▶ [YOUR INSTRUCTIONS]: Determine the number of lines in the data that include the word "ORALABOR", and write only that number.

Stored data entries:
● ● ●
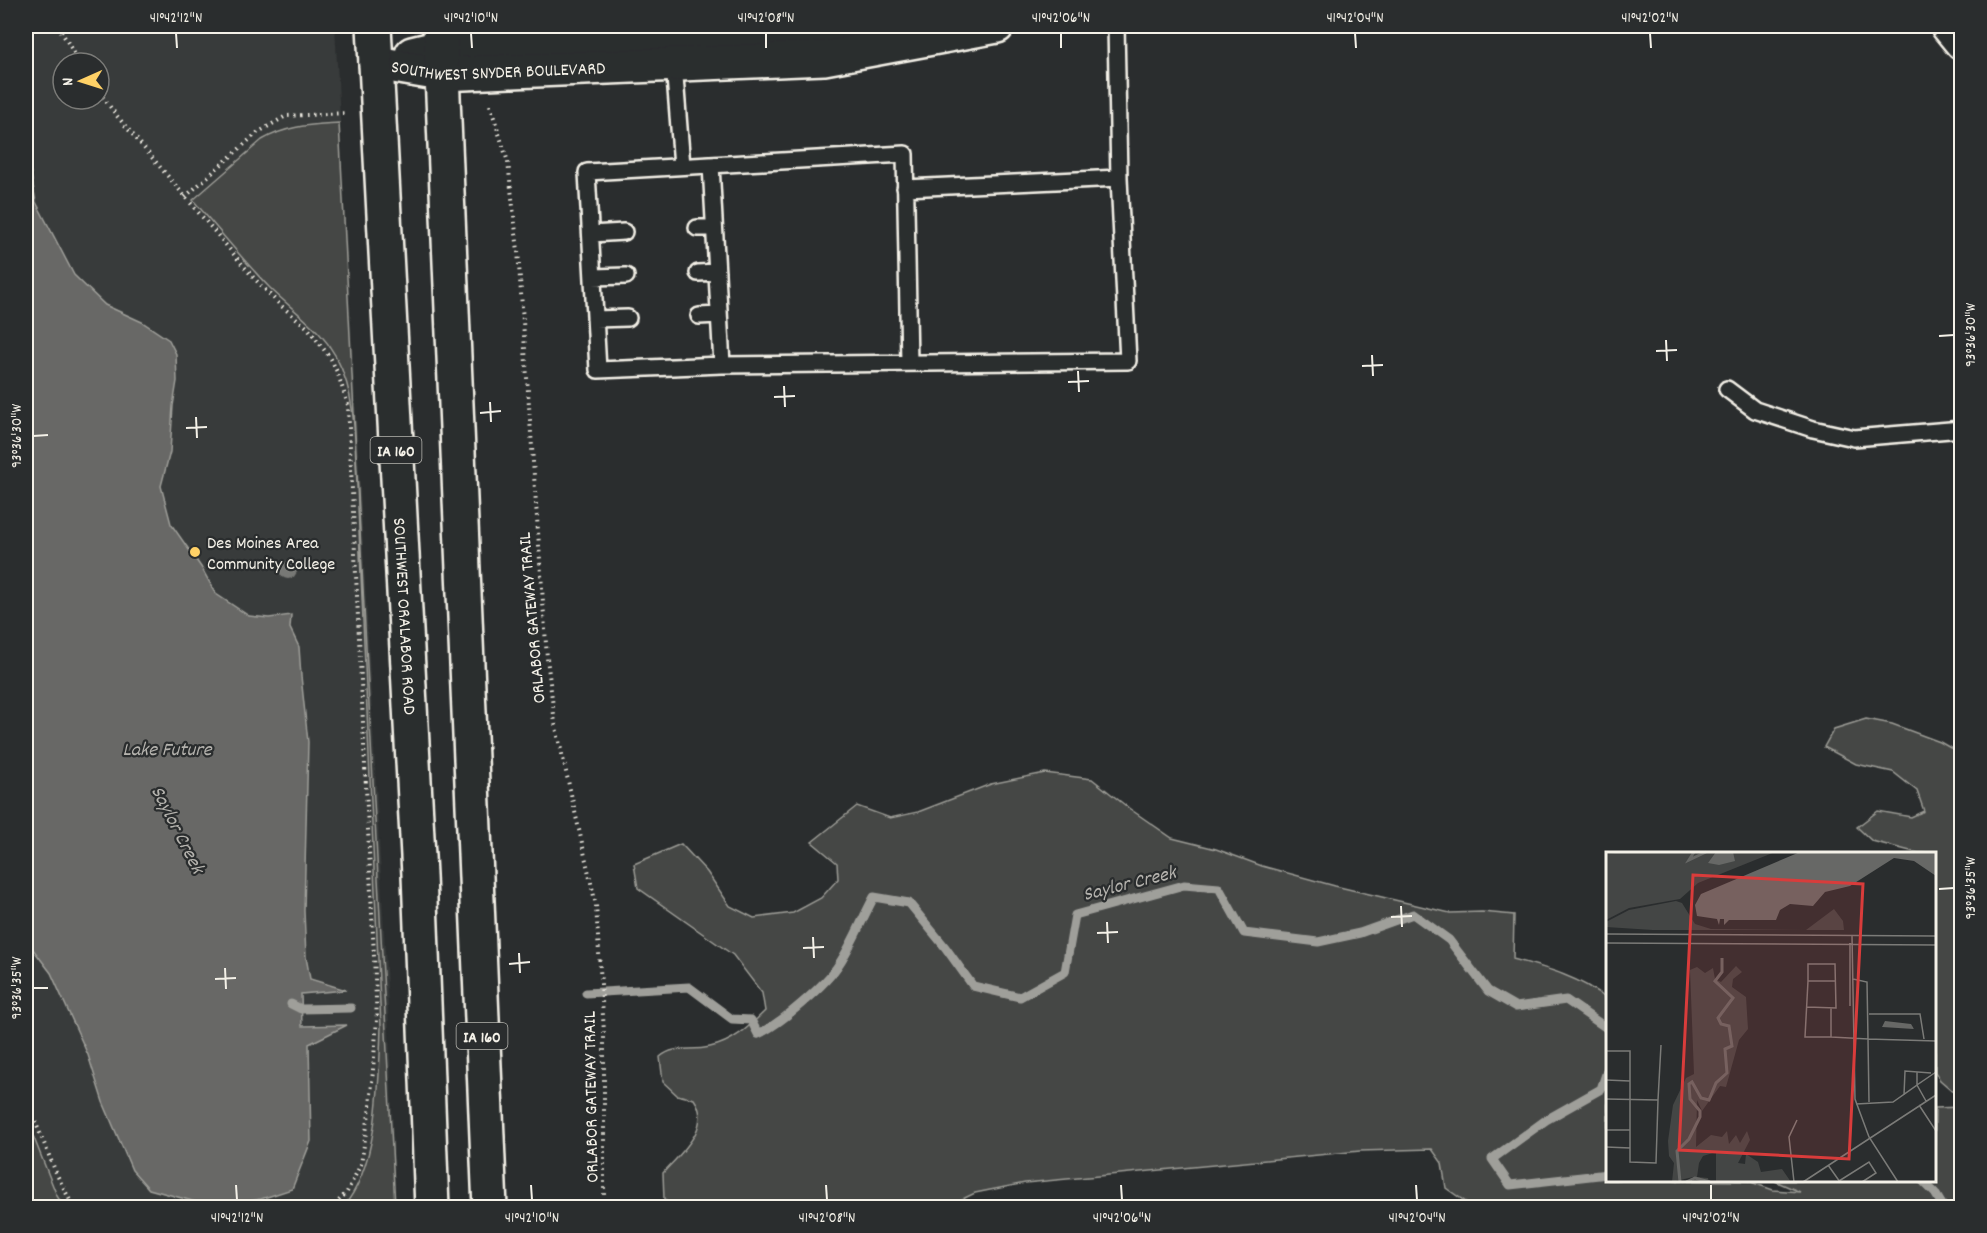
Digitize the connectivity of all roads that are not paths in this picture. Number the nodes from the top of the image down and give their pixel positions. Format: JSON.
{"nodes":[{"id":1,"x":374,"y":26,"type":"edge"},
{"id":2,"x":933,"y":26,"type":"edge"},
{"id":3,"x":997,"y":26,"type":"edge"},
{"id":4,"x":1116,"y":26,"type":"edge"},
{"id":5,"x":1948,"y":26,"type":"edge"},
{"id":6,"x":682,"y":42,"type":"edge"},
{"id":7,"x":1962,"y":43,"type":"edge"},
{"id":8,"x":441,"y":49,"type":"edge"},
{"id":9,"x":376,"y":63,"type":"junction"},
{"id":10,"x":711,"y":165,"type":"junction"},
{"id":11,"x":682,"y":166,"type":"junction"},
{"id":12,"x":1119,"y":178,"type":"junction"},
{"id":13,"x":906,"y":188,"type":"junction"},
{"id":14,"x":697,"y":228,"type":"dead end"},
{"id":15,"x":714,"y":228,"type":"junction"},
{"id":16,"x":624,"y":232,"type":"dead end"},
{"id":17,"x":591,"y":234,"type":"junction"},
{"id":18,"x":717,"y":272,"type":"junction"},
{"id":19,"x":698,"y":273,"type":"dead end"},
{"id":20,"x":626,"y":276,"type":"dead end"},
{"id":21,"x":593,"y":277,"type":"junction"},
{"id":22,"x":719,"y":315,"type":"junction"},
{"id":23,"x":699,"y":316,"type":"dead end"},
{"id":24,"x":628,"y":318,"type":"dead end"},
{"id":25,"x":595,"y":319,"type":"junction"},
{"id":26,"x":909,"y":363,"type":"junction"},
{"id":27,"x":722,"y":365,"type":"junction"},
{"id":28,"x":1726,"y":389,"type":"dead end"},
{"id":29,"x":1962,"y":429,"type":"edge"},
{"id":30,"x":432,"y":1208,"type":"edge"},
{"id":31,"x":490,"y":1208,"type":"edge"}],
"edges":[{"from":1,"to":9,"type":"main road","name":"SOUTHWEST ORALABOR ROAD","number":"IA 160"},
{"from":2,"to":6,"type":"main road","name":"SOUTHWEST SNYDER BOULEVARD"},
{"from":3,"to":6,"type":"main road","name":"SOUTHWEST SNYDER BOULEVARD"},
{"from":4,"to":12,"type":"lane"},
{"from":5,"to":7,"type":"main road"},
{"from":6,"to":8,"type":"main road","name":"SOUTHWEST SNYDER BOULEVARD"},
{"from":6,"to":8,"type":"main road","name":"SOUTHWEST SNYDER BOULEVARD"},
{"from":6,"to":11,"type":"lane"},
{"from":8,"to":9,"type":"main road","name":"SOUTHWEST SNYDER BOULEVARD"},
{"from":8,"to":31,"type":"main road","number":"IA 160"},
{"from":9,"to":30,"type":"main road","name":"SOUTHWEST ORALABOR ROAD","number":"IA 160"},
{"from":10,"to":11,"type":"lane"},
{"from":10,"to":13,"type":"lane"},
{"from":10,"to":15,"type":"lane"},
{"from":11,"to":17,"type":"lane"},
{"from":12,"to":13,"type":"lane"},
{"from":12,"to":26,"type":"lane"},
{"from":13,"to":26,"type":"lane"},
{"from":14,"to":15,"type":"lane"},
{"from":15,"to":18,"type":"lane"},
{"from":16,"to":17,"type":"lane"},
{"from":17,"to":21,"type":"lane"},
{"from":18,"to":19,"type":"lane"},
{"from":18,"to":22,"type":"lane"},
{"from":20,"to":21,"type":"lane"},
{"from":21,"to":25,"type":"lane"},
{"from":22,"to":23,"type":"lane"},
{"from":22,"to":27,"type":"lane"},
{"from":24,"to":25,"type":"lane"},
{"from":25,"to":27,"type":"lane"},
{"from":26,"to":27,"type":"lane"},
{"from":28,"to":29,"type":"lane"}]}
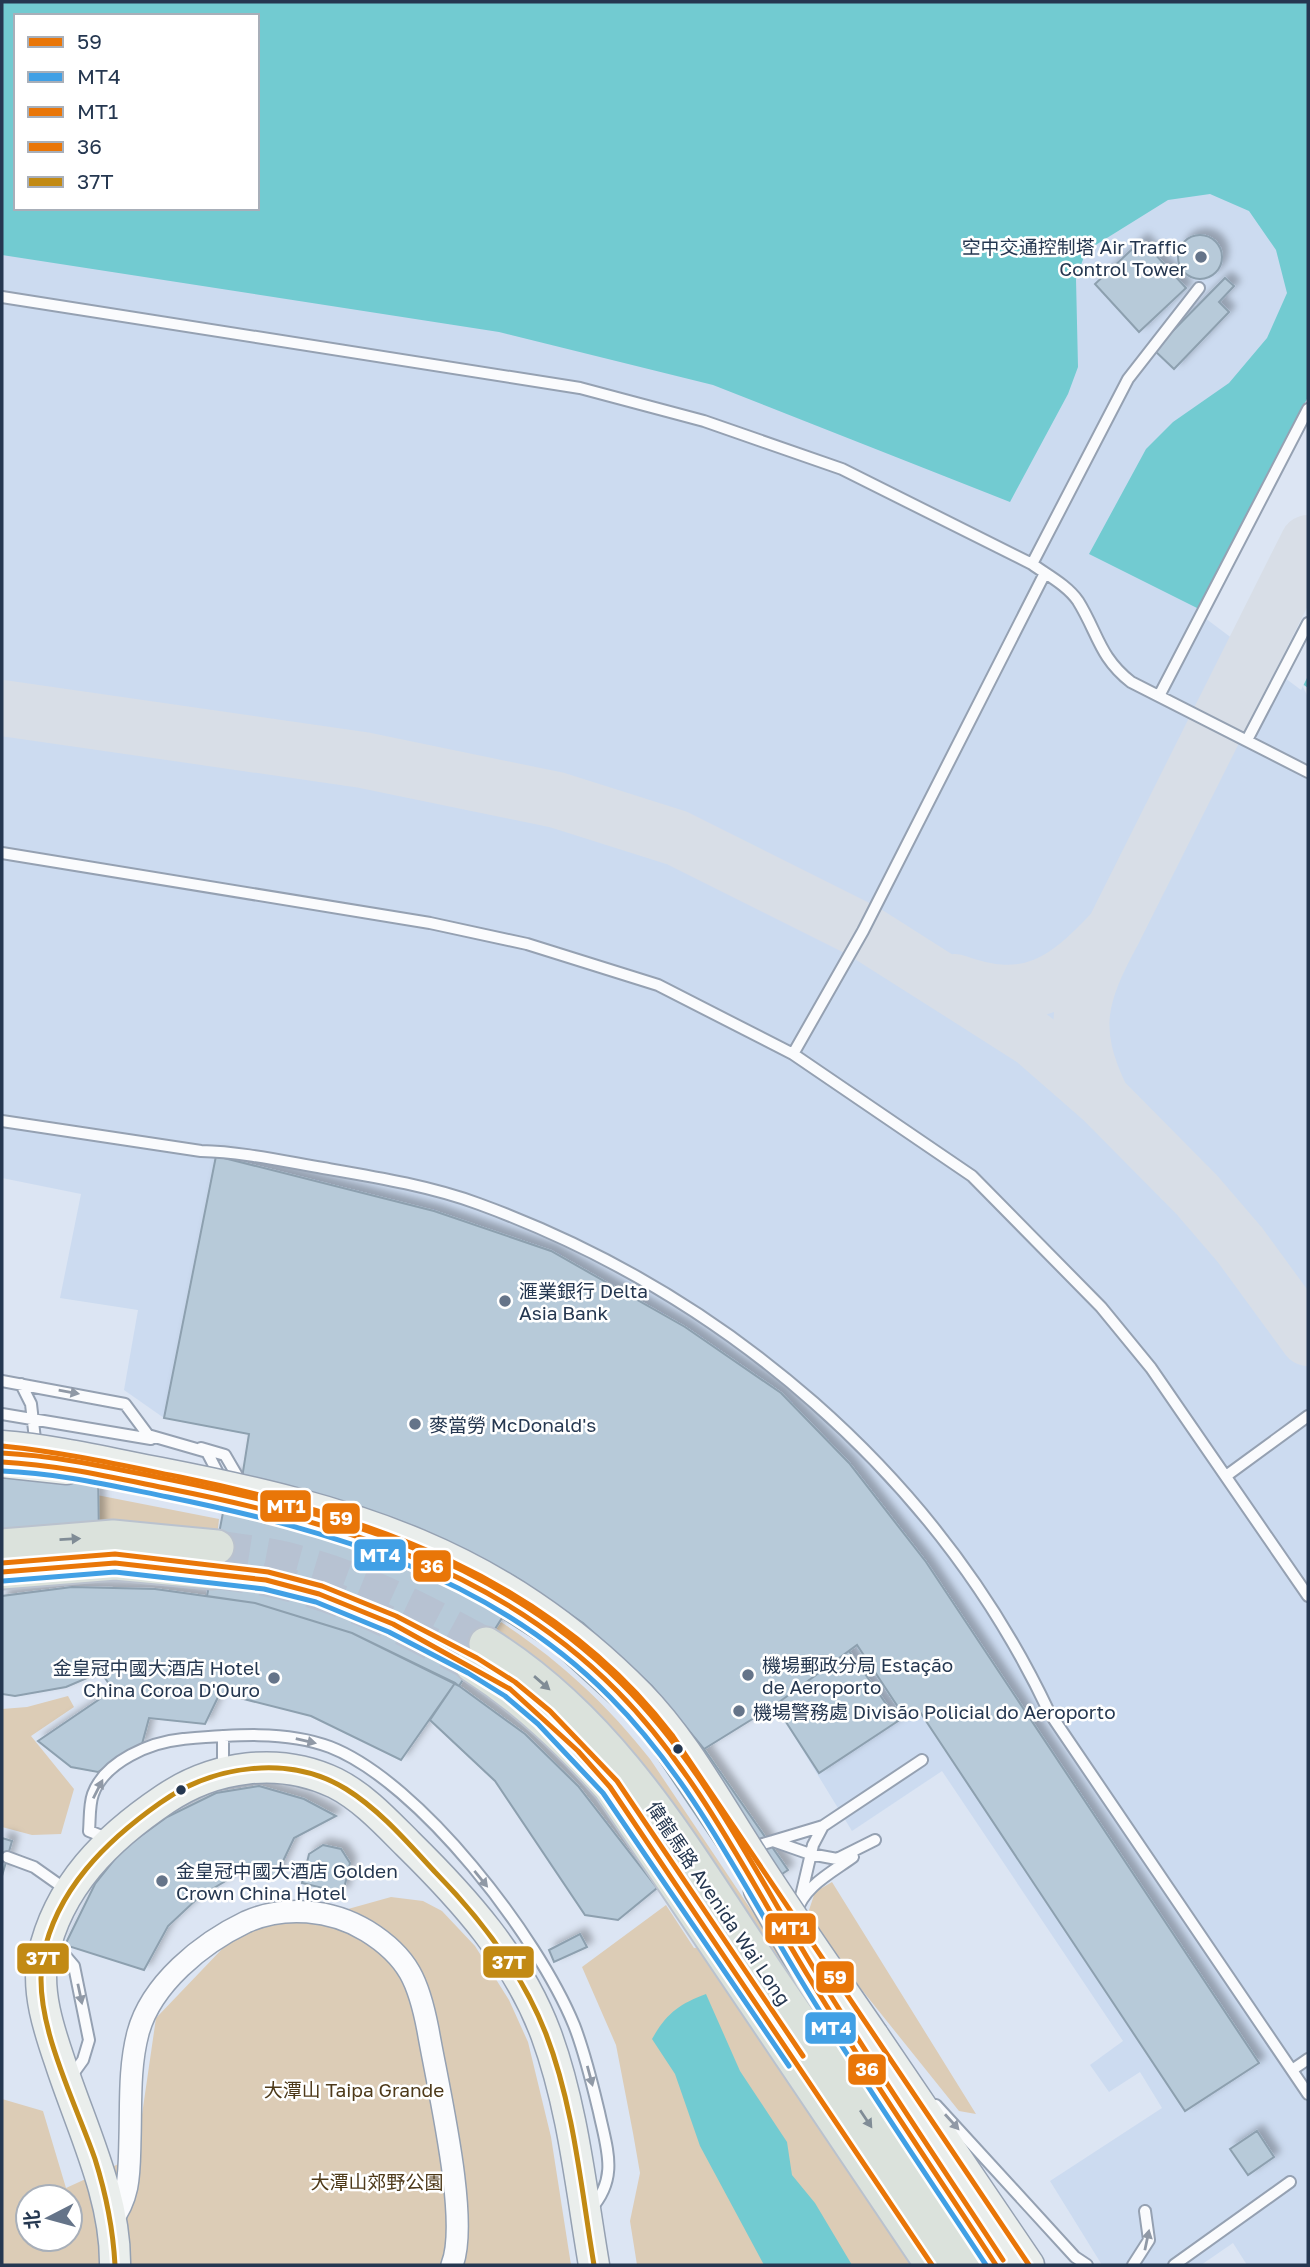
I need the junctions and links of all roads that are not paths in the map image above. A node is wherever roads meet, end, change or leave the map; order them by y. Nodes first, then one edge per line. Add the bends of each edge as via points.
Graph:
1 (1199, 288) dead end
2 (2, 297) edge
3 (1308, 409) edge
4 (1032, 564) junction
5 (1045, 573) junction
6 (1308, 623) edge
7 (1159, 696) junction
8 (1247, 740) junction
9 (1308, 772) edge
10 (2, 853) edge
11 (793, 1054) junction
12 (2, 1121) edge
13 (2, 1381) edge
14 (21, 1384) junction
15 (2, 1414) edge
16 (1308, 1416) edge
17 (33, 1419) junction
18 (157, 1440) junction
19 (2, 1446) edge
20 (201, 1448) junction
21 (2, 1462) edge
22 (46, 1465) junction
23 (1226, 1476) junction
24 (248, 1505) junction
25 (2, 1546) edge
26 (2, 1572) edge
27 (1308, 1596) edge
28 (223, 1736) junction
29 (922, 1760) dead end
30 (223, 1770) junction
31 (822, 1826) junction
32 (111, 1840) junction
33 (773, 1841) junction
34 (733, 1846) junction
35 (810, 1854) junction
36 (7, 1857) dead end
37 (68, 1891) junction
38 (799, 1902) junction
39 (794, 1950) junction
40 (873, 2035) junction
41 (1308, 2059) edge
42 (1292, 2070) junction
43 (1308, 2094) edge
44 (1290, 2182) dead end
45 (1145, 2211) dead end
46 (585, 2215) junction
47 (110, 2223) junction
48 (114, 2265) edge
49 (452, 2265) edge
50 (594, 2265) edge
51 (932, 2265) edge
52 (963, 2265) edge
53 (996, 2265) edge
54 (1029, 2265) edge
55 (1087, 2265) edge
56 (1133, 2265) edge
57 (1176, 2265) edge

1 - 4 lane via 1128,379
2 - 4 lane via 593,391 704,421 842,469
3 - 7 lane
4 - 5 lane
5 - 7 lane via 1076,599 1111,667
5 - 11 lane via 863,931
6 - 8 lane
7 - 8 lane
8 - 9 lane
10 - 11 lane via 429,923 527,944 658,985
11 - 23 lane via 972,1176 1101,1307 1151,1368
12 - 42 lane via 293,1163 477,1203 604,1259 724,1330 805,1393 872,1457 938,1531 1022,1655 1049,1713
13 - 14 lane
14 - 17 lane
14 -> 18 lane via 125,1404 143,1430
15 - 17 lane
16 - 23 lane
17 - 18 lane
17 - 22 lane via 34,1443
18 - 20 lane
19 - 40 street, bridge via 216,1484 323,1509 422,1544 517,1595 581,1642 659,1718
20 - 24 lane
20 - 24 lane via 225,1455 248,1496
21 - 22 street, 偉龍馬路 Avenida Wai Long
22 - 24 street, 偉龍馬路 Avenida Wai Long
23 - 27 lane
24 - 34 street, 偉龍馬路 Avenida Wai Long via 410,1554 517,1612 581,1659 639,1715
25 -> 26 main road via 113,1537 214,1559
28 - 30 lane
32 -> 28 lane via 89,1831 93,1794 108,1770 160,1742
28 -> 46 lane via 298,1739 330,1747 378,1773 443,1834 525,1935 574,2026 601,2124 611,2171 603,2195
29 - 31 lane
30 - 32 street via 174,1793
30 - 46 street via 290,1770 345,1789 433,1869 495,1940 531,1999 554,2057
31 - 33 lane
31 - 35 lane
32 - 37 street via 80,1871
33 - 34 lane via 743,1850
33 - 35 lane
34 - 39 street, 偉龍馬路 Avenida Wai Long
35 - 38 lane
35 - 38 lane via 837,1859 874,1840 812,1886
36 - 37 lane via 34,1867
37 - 47 street via 42,1961 44,2006 100,2178
38 - 39 lane
39 - 53 street, 偉龍馬路 Avenida Wai Long
40 - 54 street
40 -> 55 lane
41 - 42 lane
42 - 43 lane
44 - 57 lane
56 -> 45 lane via 1149,2240
46 - 50 street
47 - 48 street
47 - 49 street via 123,2206 129,2175 132,2071 150,2004 217,1936 254,1919 284,1912 318,1912 356,1924 379,1939 401,1957 422,1995 458,2209
51 -> 52 main road, 偉龍馬路 Avenida Wai Long via 610,1787 479,1655 526,1669 630,1772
● ● ●
▶ [EXPECTED ANSWER]: 2